**DIRECTIONS**. Check every line of the entries that follow, and copy the ones containing "edges".

**EXTRACTED MATERIAL**.
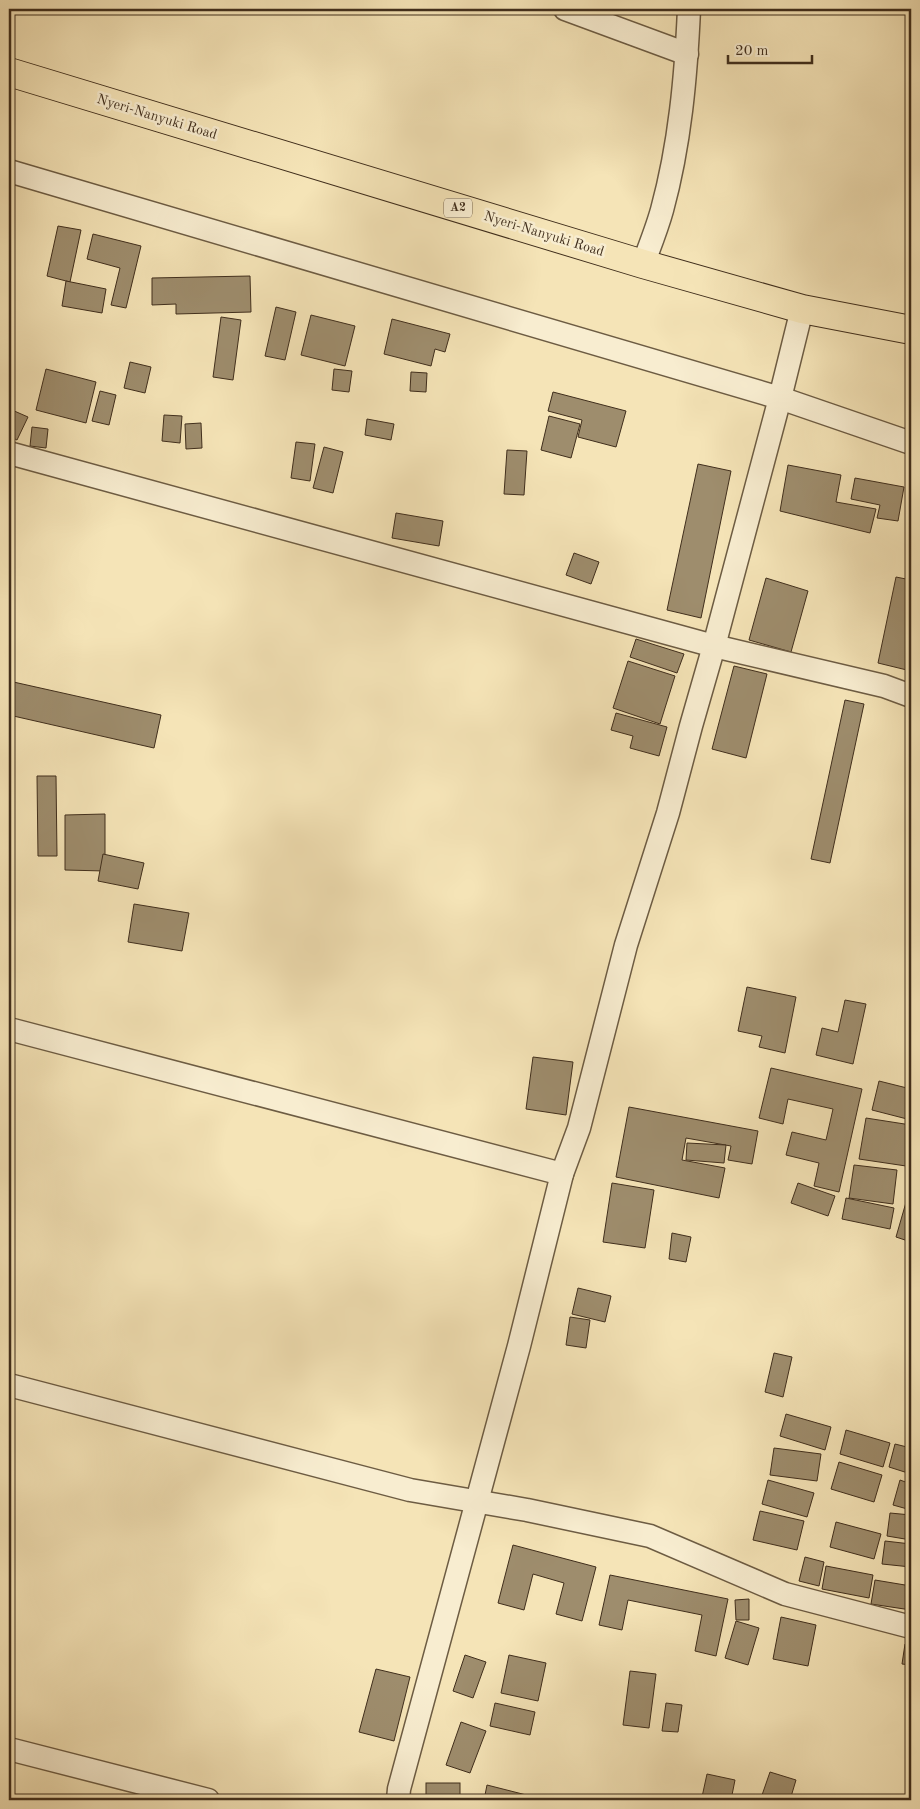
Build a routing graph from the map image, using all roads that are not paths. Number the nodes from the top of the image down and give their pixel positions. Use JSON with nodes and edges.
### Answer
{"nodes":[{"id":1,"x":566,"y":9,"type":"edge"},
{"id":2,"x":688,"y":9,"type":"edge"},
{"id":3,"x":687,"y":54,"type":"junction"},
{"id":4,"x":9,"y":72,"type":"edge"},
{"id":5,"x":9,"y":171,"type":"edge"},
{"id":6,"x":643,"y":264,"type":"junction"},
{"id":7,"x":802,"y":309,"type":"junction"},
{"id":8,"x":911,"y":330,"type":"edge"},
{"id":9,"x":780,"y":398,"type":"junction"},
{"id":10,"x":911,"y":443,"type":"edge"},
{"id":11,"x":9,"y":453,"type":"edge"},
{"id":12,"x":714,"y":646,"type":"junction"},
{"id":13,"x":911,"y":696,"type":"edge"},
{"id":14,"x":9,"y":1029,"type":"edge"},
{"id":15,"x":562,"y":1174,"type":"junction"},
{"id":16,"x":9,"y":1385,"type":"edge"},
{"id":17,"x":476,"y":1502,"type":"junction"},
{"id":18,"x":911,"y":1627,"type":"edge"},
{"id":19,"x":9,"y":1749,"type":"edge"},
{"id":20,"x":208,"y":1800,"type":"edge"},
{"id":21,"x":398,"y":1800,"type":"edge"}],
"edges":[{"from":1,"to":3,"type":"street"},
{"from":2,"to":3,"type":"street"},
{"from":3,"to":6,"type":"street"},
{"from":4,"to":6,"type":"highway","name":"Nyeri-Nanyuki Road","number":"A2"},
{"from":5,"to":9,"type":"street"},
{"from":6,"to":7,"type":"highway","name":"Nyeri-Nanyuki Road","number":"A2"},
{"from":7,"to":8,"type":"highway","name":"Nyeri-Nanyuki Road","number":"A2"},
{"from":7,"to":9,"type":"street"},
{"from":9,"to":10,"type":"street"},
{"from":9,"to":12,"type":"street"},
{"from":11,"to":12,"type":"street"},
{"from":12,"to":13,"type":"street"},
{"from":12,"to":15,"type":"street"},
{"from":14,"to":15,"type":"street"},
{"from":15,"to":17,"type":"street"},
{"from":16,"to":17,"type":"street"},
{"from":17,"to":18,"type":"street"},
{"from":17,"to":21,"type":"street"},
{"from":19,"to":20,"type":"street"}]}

**EXPECTED ANSWER**.
Build a routing graph from the map image, using all roads that are not paths. Number the nodes from the top of the image down and give their pixel positions. Use JSON with nodes and edges.
"edges":[{"from":1,"to":3,"type":"street"},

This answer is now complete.